**RECORDS FOR THE EXERCISE:**
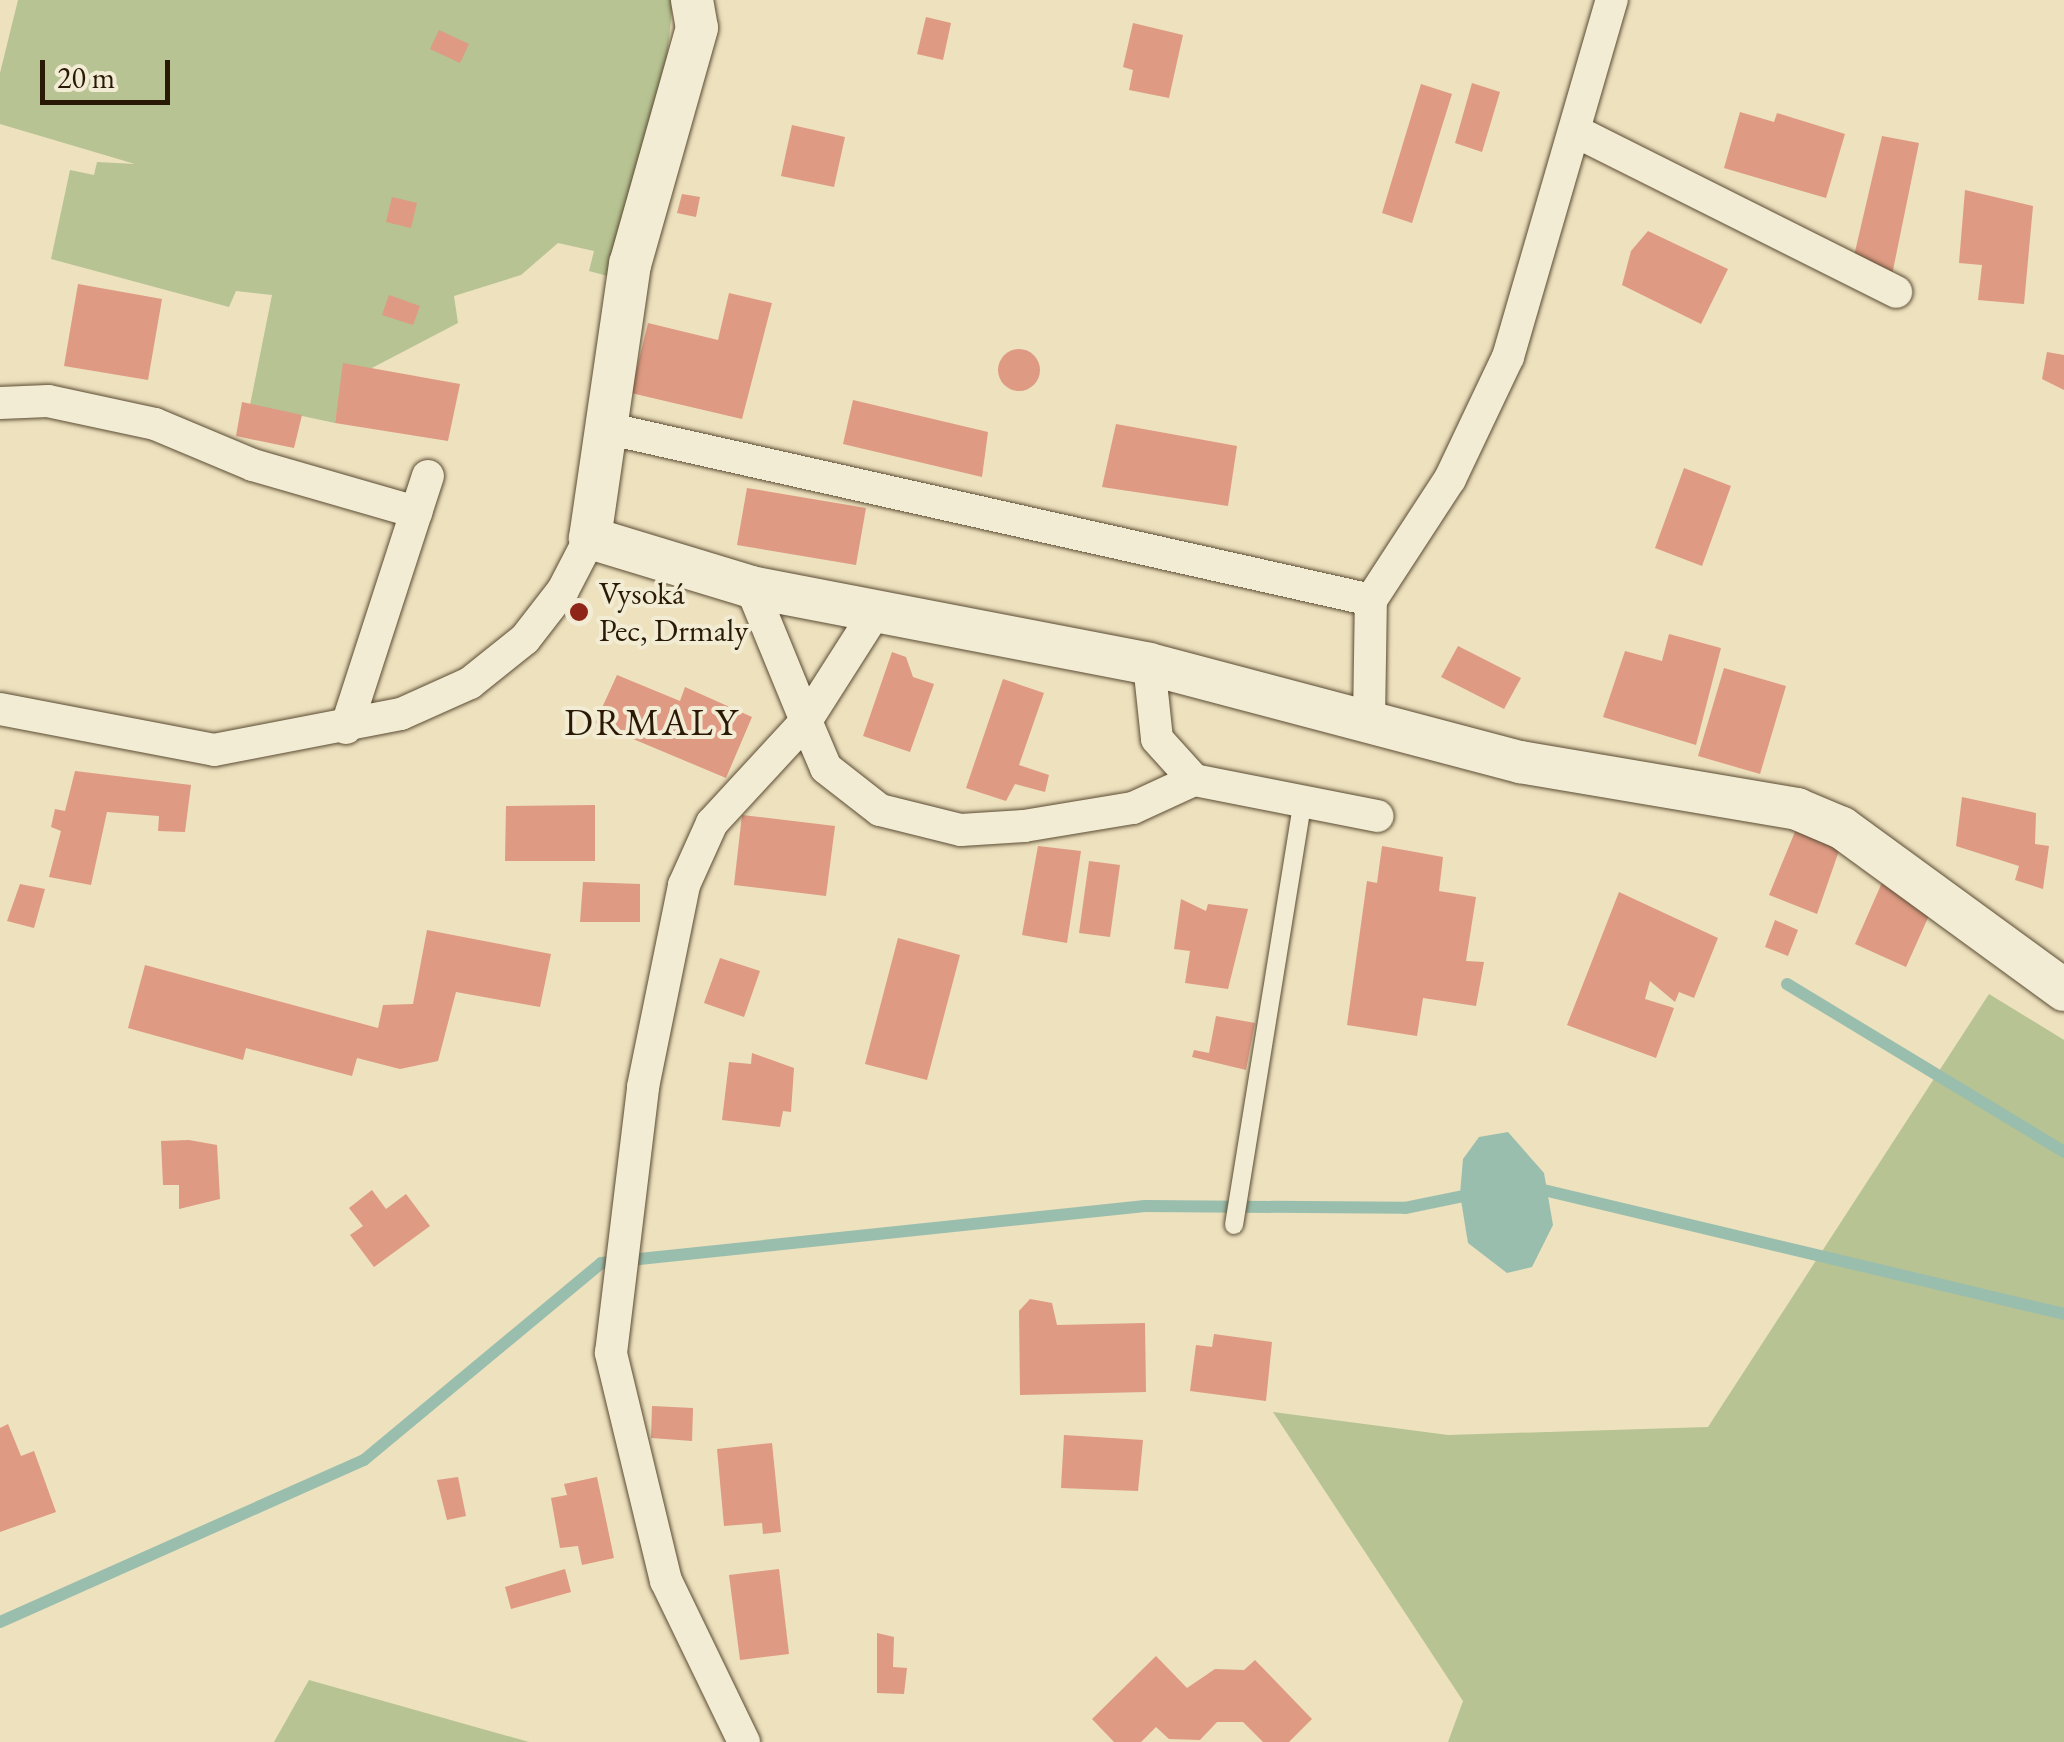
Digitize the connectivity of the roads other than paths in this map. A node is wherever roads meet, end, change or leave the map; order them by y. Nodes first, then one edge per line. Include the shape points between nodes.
1 (692, 0) edge
2 (1612, 0) edge
3 (1577, 132) junction
4 (1896, 292) dead end
5 (0, 403) edge
6 (610, 429) junction
7 (428, 476) dead end
8 (416, 512) junction
9 (590, 538) junction
10 (750, 586) junction
11 (1371, 600) junction
12 (876, 611) junction
13 (1149, 664) junction
14 (0, 709) edge
15 (806, 721) junction
16 (1369, 721) junction
17 (346, 728) junction
18 (1194, 780) junction
19 (1302, 804) junction
20 (1377, 816) dead end
21 (2064, 990) edge
22 (1234, 1225) dead end
23 (744, 1742) edge

1 - 6 street via 697,28 630,264
2 - 3 street
3 - 4 street
3 - 11 street via 1508,357 1450,480
5 - 8 street via 48,400 155,424 253,465
6 - 9 street
6 - 11 street
7 - 8 street
8 - 17 street
9 - 10 street
9 - 17 street via 564,590 501,661 436,701
10 - 12 street
10 - 15 street
11 - 16 street
12 - 13 street
12 - 15 street
13 - 16 street
13 - 18 street via 1156,739
14 - 17 street via 214,750
15 - 18 street via 826,768 880,810 961,830 1132,808
15 - 23 street via 712,823 684,885 643,1087 611,1353 638,1487 666,1581
16 - 21 street via 1520,762 1798,809 1842,828
18 - 19 street
19 - 20 street
19 - 22 lane

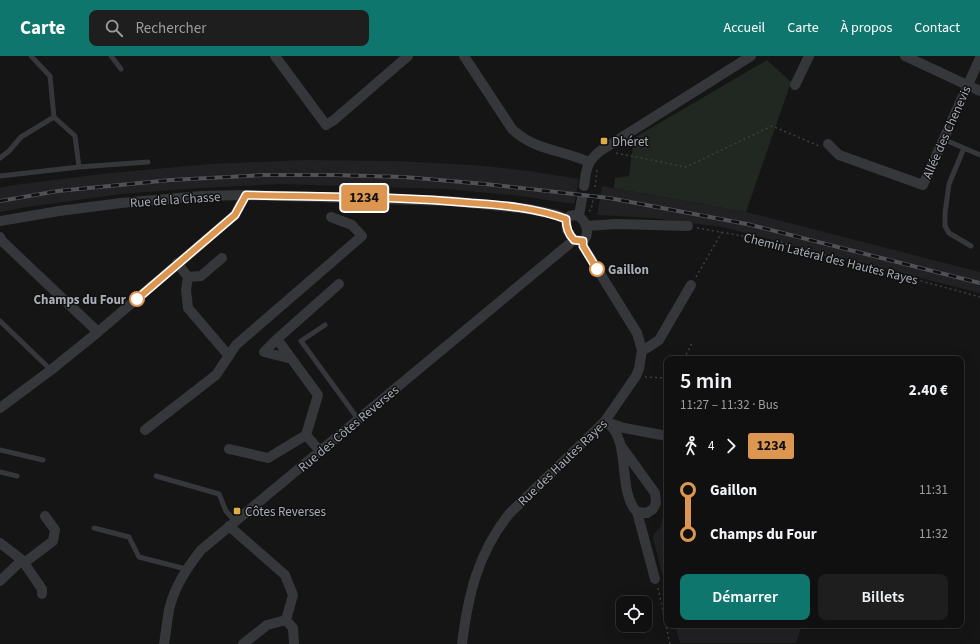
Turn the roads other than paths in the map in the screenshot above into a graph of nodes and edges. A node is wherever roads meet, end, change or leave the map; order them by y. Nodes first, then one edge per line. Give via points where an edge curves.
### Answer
1 (31, 56) edge
2 (110, 56) edge
3 (274, 56) edge
4 (392, 56) edge
5 (408, 56) edge
6 (464, 56) edge
7 (751, 56) edge
8 (809, 56) edge
9 (905, 56) edge
10 (980, 58) edge
11 (398, 65) junction
12 (121, 69) dead end
13 (795, 85) dead end
14 (968, 85) junction
15 (980, 91) edge
16 (54, 117) junction
17 (943, 140) junction
18 (824, 145) road end
19 (964, 148) junction
20 (980, 155) edge
21 (0, 158) edge
22 (148, 162) dead end
23 (593, 164) junction
24 (79, 167) junction
25 (0, 176) edge
26 (589, 186) road end
27 (246, 195) junction
28 (582, 198) dead end
29 (579, 216) junction
30 (331, 217) dead end
31 (566, 219) junction
32 (0, 221) edge
33 (586, 226) junction
34 (688, 226) road end
35 (0, 237) edge
36 (579, 241) junction
37 (971, 246) dead end
38 (222, 258) dead end
39 (177, 263) junction
40 (188, 277) junction
41 (339, 284) dead end
42 (691, 285) road end
43 (0, 321) edge
44 (325, 325) dead end
45 (98, 332) junction
46 (277, 339) junction
47 (642, 350) junction
48 (229, 356) junction
49 (292, 359) junction
50 (51, 370) junction
51 (0, 408) edge
52 (358, 419) junction
53 (607, 422) junction
54 (145, 430) dead end
55 (306, 435) junction
56 (664, 435) edge
57 (621, 446) junction
58 (229, 449) dead end
59 (0, 450) edge
60 (320, 451) junction
61 (43, 460) dead end
62 (0, 472) edge
63 (17, 476) dead end
64 (156, 476) dead end
65 (638, 512) junction
66 (44, 516) dead end
67 (232, 524) junction
68 (94, 528) dead end
69 (0, 543) edge
70 (23, 561) junction
71 (186, 569) junction
72 (656, 578) road end
73 (0, 581) edge
74 (42, 594) dead end
75 (286, 620) junction
76 (164, 644) edge
77 (243, 644) edge
78 (294, 644) edge
79 (462, 644) edge

1 - 16 lane via 50,76
2 - 12 lane
3 - 11 street via 326,125
4 - 11 street
5 - 11 street
6 - 23 street via 519,137 540,147
7 - 23 street via 604,149 594,157
8 - 13 street
9 - 14 street
10 - 14 street, Allée des Chenevis
14 - 15 street
14 - 17 street, Allée des Chenevis
16 - 21 lane via 21,137
16 - 24 lane via 75,136
17 - 18 street, Allée des Chenevis via 923,185 839,155
17 - 19 lane
19 - 20 lane
19 - 37 lane via 949,184 945,226 949,233
22 - 24 lane
23 - 26 street via 585,174
24 - 25 lane
27 - 31 street, Rue de la Chasse via 450,201 529,209
27 - 32 street, Rue de la Chasse via 121,203
27 - 39 street via 235,215
28 - 29 street
29 - 31 street via 570,216
29 - 33 street
30 - 48 street via 352,225 362,236 236,344
31 - 36 street via 567,230
33 - 34 street
33 - 36 street via 586,238
35 - 45 street
36 - 47 street via 637,333
36 - 52 street, Rue des Côtes Reverses
38 - 40 street via 201,276
39 - 40 street
39 - 45 street
40 - 48 street via 188,308
41 - 46 street
42 - 47 street via 659,340
43 - 50 lane
44 - 52 lane via 301,341
45 - 50 street
46 - 49 street
46 - 49 street via 264,352
47 - 53 street, Rue des Hautes Rayes via 636,376
48 - 54 street via 216,375
49 - 55 street via 318,395
50 - 51 street
52 - 60 street, Rue des Côtes Reverses
53 - 56 street
53 - 57 street via 619,438
53 - 79 street, Rue des Hautes Rayes via 509,514 498,528 478,567 466,609
55 - 58 street via 268,458
55 - 60 street
57 - 65 street via 632,506
57 - 65 street via 655,493 656,503 653,509 647,513
59 - 61 lane
60 - 67 street, Rue des Côtes Reverses
62 - 63 lane
64 - 67 lane via 219,494
65 - 72 street
66 - 70 street via 55,530 53,541
67 - 71 street, Rue des Côtes Reverses via 201,550
67 - 75 street via 285,575 293,595
68 - 71 lane via 129,537 139,557
69 - 70 street
70 - 73 street
70 - 74 street via 42,589
71 - 76 street, Rue des Côtes Reverses via 169,609
75 - 77 street via 267,625
75 - 78 street via 293,628

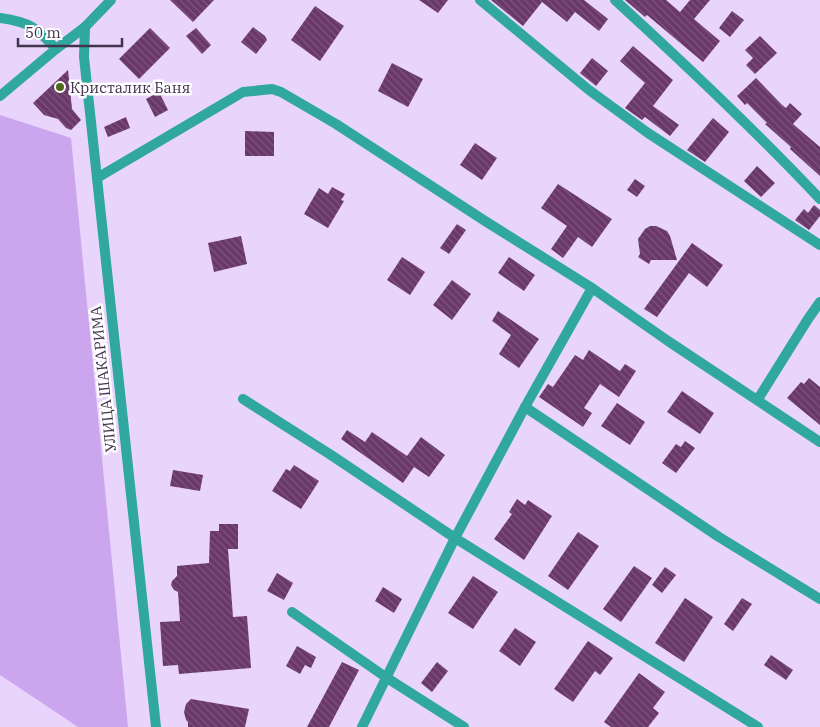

**EXERCISE GOAL:**
From the first line to the last, write out the data above exactly. Omit the pictures.

**EXERCISE ANSWER:**
Digitize the connectivity of the roads other than paths in this map. A node is wherever roads meet, end, change or leave the map; order them by y. Nodes first, then one edge per line. Include the shape points between nodes.
1 (692, 0) edge
2 (1612, 0) edge
3 (1577, 132) junction
4 (1896, 292) dead end
5 (0, 403) edge
6 (610, 429) junction
7 (428, 476) dead end
8 (416, 512) junction
9 (590, 538) junction
10 (750, 586) junction
11 (1371, 600) junction
12 (876, 611) junction
13 (1149, 664) junction
14 (0, 709) edge
15 (806, 721) junction
16 (1369, 721) junction
17 (346, 728) junction
18 (1194, 780) junction
19 (1302, 804) junction
20 (1377, 816) dead end
21 (2064, 990) edge
22 (1234, 1225) dead end
23 (744, 1742) edge

1 - 6 street via 697,28 630,264
2 - 3 street
3 - 4 street
3 - 11 street via 1508,357 1450,480
5 - 8 street via 48,400 155,424 253,465
6 - 9 street
6 - 11 street
7 - 8 street
8 - 17 street
9 - 10 street
9 - 17 street via 564,590 501,661 436,701
10 - 12 street
10 - 15 street
11 - 16 street
12 - 13 street
12 - 15 street
13 - 16 street
13 - 18 street via 1156,739
14 - 17 street via 214,750
15 - 18 street via 826,768 880,810 961,830 1132,808
15 - 23 street via 712,823 684,885 643,1087 611,1353 638,1487 666,1581
16 - 21 street via 1520,762 1798,809 1842,828
18 - 19 street
19 - 20 street
19 - 22 lane

Turn the roads other than paths in the map in the screenshot above into a graph of nodes and edges. A node is wherever roads meet, end, change or leave the map; order them by y. Nodes first, then one edge per line. Give via points where an edge curves.
### Answer
1 (31, 56) edge
2 (110, 56) edge
3 (274, 56) edge
4 (392, 56) edge
5 (408, 56) edge
6 (464, 56) edge
7 (751, 56) edge
8 (809, 56) edge
9 (905, 56) edge
10 (980, 58) edge
11 (398, 65) junction
12 (121, 69) dead end
13 (795, 85) dead end
14 (968, 85) junction
15 (980, 91) edge
16 (54, 117) junction
17 (943, 140) junction
18 (824, 145) road end
19 (964, 148) junction
20 (980, 155) edge
21 (0, 158) edge
22 (148, 162) dead end
23 (593, 164) junction
24 (79, 167) junction
25 (0, 176) edge
26 (589, 186) road end
27 (246, 195) junction
28 (582, 198) dead end
29 (579, 216) junction
30 (331, 217) dead end
31 (566, 219) junction
32 (0, 221) edge
33 (586, 226) junction
34 (688, 226) road end
35 (0, 237) edge
36 (579, 241) junction
37 (971, 246) dead end
38 (222, 258) dead end
39 (177, 263) junction
40 (188, 277) junction
41 (339, 284) dead end
42 (691, 285) road end
43 (0, 321) edge
44 (325, 325) dead end
45 (98, 332) junction
46 (277, 339) junction
47 (642, 350) junction
48 (229, 356) junction
49 (292, 359) junction
50 (51, 370) junction
51 (0, 408) edge
52 (358, 419) junction
53 (607, 422) junction
54 (145, 430) dead end
55 (306, 435) junction
56 (664, 435) edge
57 (621, 446) junction
58 (229, 449) dead end
59 (0, 450) edge
60 (320, 451) junction
61 (43, 460) dead end
62 (0, 472) edge
63 (17, 476) dead end
64 (156, 476) dead end
65 (638, 512) junction
66 (44, 516) dead end
67 (232, 524) junction
68 (94, 528) dead end
69 (0, 543) edge
70 (23, 561) junction
71 (186, 569) junction
72 (656, 578) road end
73 (0, 581) edge
74 (42, 594) dead end
75 (286, 620) junction
76 (164, 644) edge
77 (243, 644) edge
78 (294, 644) edge
79 (462, 644) edge

1 - 16 lane via 50,76
2 - 12 lane
3 - 11 street via 326,125
4 - 11 street
5 - 11 street
6 - 23 street via 519,137 540,147
7 - 23 street via 604,149 594,157
8 - 13 street
9 - 14 street
10 - 14 street, Allée des Chenevis
14 - 15 street
14 - 17 street, Allée des Chenevis
16 - 21 lane via 21,137
16 - 24 lane via 75,136
17 - 18 street, Allée des Chenevis via 923,185 839,155
17 - 19 lane
19 - 20 lane
19 - 37 lane via 949,184 945,226 949,233
22 - 24 lane
23 - 26 street via 585,174
24 - 25 lane
27 - 31 street, Rue de la Chasse via 450,201 529,209
27 - 32 street, Rue de la Chasse via 121,203
27 - 39 street via 235,215
28 - 29 street
29 - 31 street via 570,216
29 - 33 street
30 - 48 street via 352,225 362,236 236,344
31 - 36 street via 567,230
33 - 34 street
33 - 36 street via 586,238
35 - 45 street
36 - 47 street via 637,333
36 - 52 street, Rue des Côtes Reverses
38 - 40 street via 201,276
39 - 40 street
39 - 45 street
40 - 48 street via 188,308
41 - 46 street
42 - 47 street via 659,340
43 - 50 lane
44 - 52 lane via 301,341
45 - 50 street
46 - 49 street
46 - 49 street via 264,352
47 - 53 street, Rue des Hautes Rayes via 636,376
48 - 54 street via 216,375
49 - 55 street via 318,395
50 - 51 street
52 - 60 street, Rue des Côtes Reverses
53 - 56 street
53 - 57 street via 619,438
53 - 79 street, Rue des Hautes Rayes via 509,514 498,528 478,567 466,609
55 - 58 street via 268,458
55 - 60 street
57 - 65 street via 632,506
57 - 65 street via 655,493 656,503 653,509 647,513
59 - 61 lane
60 - 67 street, Rue des Côtes Reverses
62 - 63 lane
64 - 67 lane via 219,494
65 - 72 street
66 - 70 street via 55,530 53,541
67 - 71 street, Rue des Côtes Reverses via 201,550
67 - 75 street via 285,575 293,595
68 - 71 lane via 129,537 139,557
69 - 70 street
70 - 73 street
70 - 74 street via 42,589
71 - 76 street, Rue des Côtes Reverses via 169,609
75 - 77 street via 267,625
75 - 78 street via 293,628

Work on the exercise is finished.